I won’t cover Google’s cloud offerings as I haven’t used them. They were traditionally very restrictive on what languages you could use but this is changing. All cloud hosting is a moving target, so what is best today may not be the optimal solution next year. This is why you should try to not lock yourself in to a particular vendor and stay generic. You may want to move provider for additional capabilities or because another platform offers more competitive pricing.

AWS vs Azure

Amazon Web Services (AWS) is the most mature of the cloud hosting providers. They traditionally focused on Linux and Infrastructure as a Service (IaaS), providing instances and storage for you to do with what you like. Today they offer a huge variety of products, including many Platform as a Service (PaaS) offerings at a higher level of abstraction.

AWS logo

Azure is Microsoft’s cloud service and came later to the party. It used to suck but has improved dramatically in recent years and Microsoft have put the whole company behind it. As you would expect, it has more of a focus on Windows servers. There’s a comparison from Microsoft on Azure vs AWS but this is probably biased.

Azure logo

Clearly, I’ve already started generalising. AWS offers Windows instances and Linux runs on Azure. When I make sweeping statements like these what I mean is that one provider excels in this area more than the other, not that it isn’t offered by both. It is important to understand where the focus of a cloud host lies and what they will spend the most effort on polishing. For example, running Windows servers on AWS is sub-optimal (particularly at the bootstrapping phase) and although you can run .NET apps on Elastic Beanstalk it’s easier on Azure. If a company is dogfooding and using the same OS as you for their hypervisor then they will obviously be optimising for that platform.

PaaS vs Iaas

Both hosts offer services at various layers of abstraction but some are stronger on a particular provider. These higher level products run on the same infrastructure that you can rent but required less work from you. If you’re not careful they can also lock you in, which I’ll write more about in part two.

In my experience, AWS is stronger with IaaS and Azure is better at PaaS (where you don’t manage the server directly), although this depends on the workload and software dependencies. For example, if your web app can use SQL Server then Azure is great but if it requires MySQL (like WordPress) then AWS is better. You would need to use a third party provider for your database on Azure but AWS supports it natively. AWS RDS has added SQL Server support and also offers a high performance MySQL-compatible relational database called Aurora.


If you have a global presence then getting your content close to users if very important for performance. Azure currently serves more regions than AWS.

Azure regions map

AWS has less regions but they are similarly distributed and more are always opening. No all services are available in all regions (this is also true for Azure), full details are here.

AWS regions map

Performance depends on many things, but a big factor is where your users are, so it’s a good idea to pick a provider with a data centre close to them. The UK has historically been underserved (whether this is due to taxation, government communication interception or something else is up for discussion) but happily this is changing.

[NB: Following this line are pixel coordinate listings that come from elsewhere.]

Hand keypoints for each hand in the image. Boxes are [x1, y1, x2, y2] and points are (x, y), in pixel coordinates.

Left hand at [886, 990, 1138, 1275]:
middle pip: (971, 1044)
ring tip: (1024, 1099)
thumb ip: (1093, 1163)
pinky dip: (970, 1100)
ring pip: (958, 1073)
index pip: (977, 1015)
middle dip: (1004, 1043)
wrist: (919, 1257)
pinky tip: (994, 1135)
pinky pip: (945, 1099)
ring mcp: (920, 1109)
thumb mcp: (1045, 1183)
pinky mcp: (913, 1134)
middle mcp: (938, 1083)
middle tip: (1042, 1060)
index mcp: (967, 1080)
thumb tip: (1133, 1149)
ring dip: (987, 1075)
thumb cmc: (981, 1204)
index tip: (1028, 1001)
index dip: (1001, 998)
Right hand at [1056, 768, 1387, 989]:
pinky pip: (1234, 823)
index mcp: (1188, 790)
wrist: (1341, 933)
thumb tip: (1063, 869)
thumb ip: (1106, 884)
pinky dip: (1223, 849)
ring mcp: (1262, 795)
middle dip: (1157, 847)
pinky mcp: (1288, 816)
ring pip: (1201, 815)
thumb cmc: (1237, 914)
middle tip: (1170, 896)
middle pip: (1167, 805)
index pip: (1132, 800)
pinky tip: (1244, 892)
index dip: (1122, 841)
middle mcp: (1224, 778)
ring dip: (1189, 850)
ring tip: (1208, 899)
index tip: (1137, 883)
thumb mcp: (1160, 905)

You should always test performance for your specific use case rather than just making an educated guess. I cover how to measure the latency of cloud regions in my book.

Free stuff

The best way to make a decision is to try a service out. You can get free trials on both AWS and Azure.

Amazon will give you a whole year for free under certain limits. This is enough to run a small site for zero cost, although you need to provide a credit card and if you make a mistake it can get expensive.

Azure offer a free trial where they give you $200 of credit to use. However, if you are a startup then you should try to get on the BizSpark scheme, where you get $150 of credit every month for three years. This is easily enough to run a small site and you don’t need a credit card. AWS offer a similar program but it is harder to get on if you aren’t part of an accelerator.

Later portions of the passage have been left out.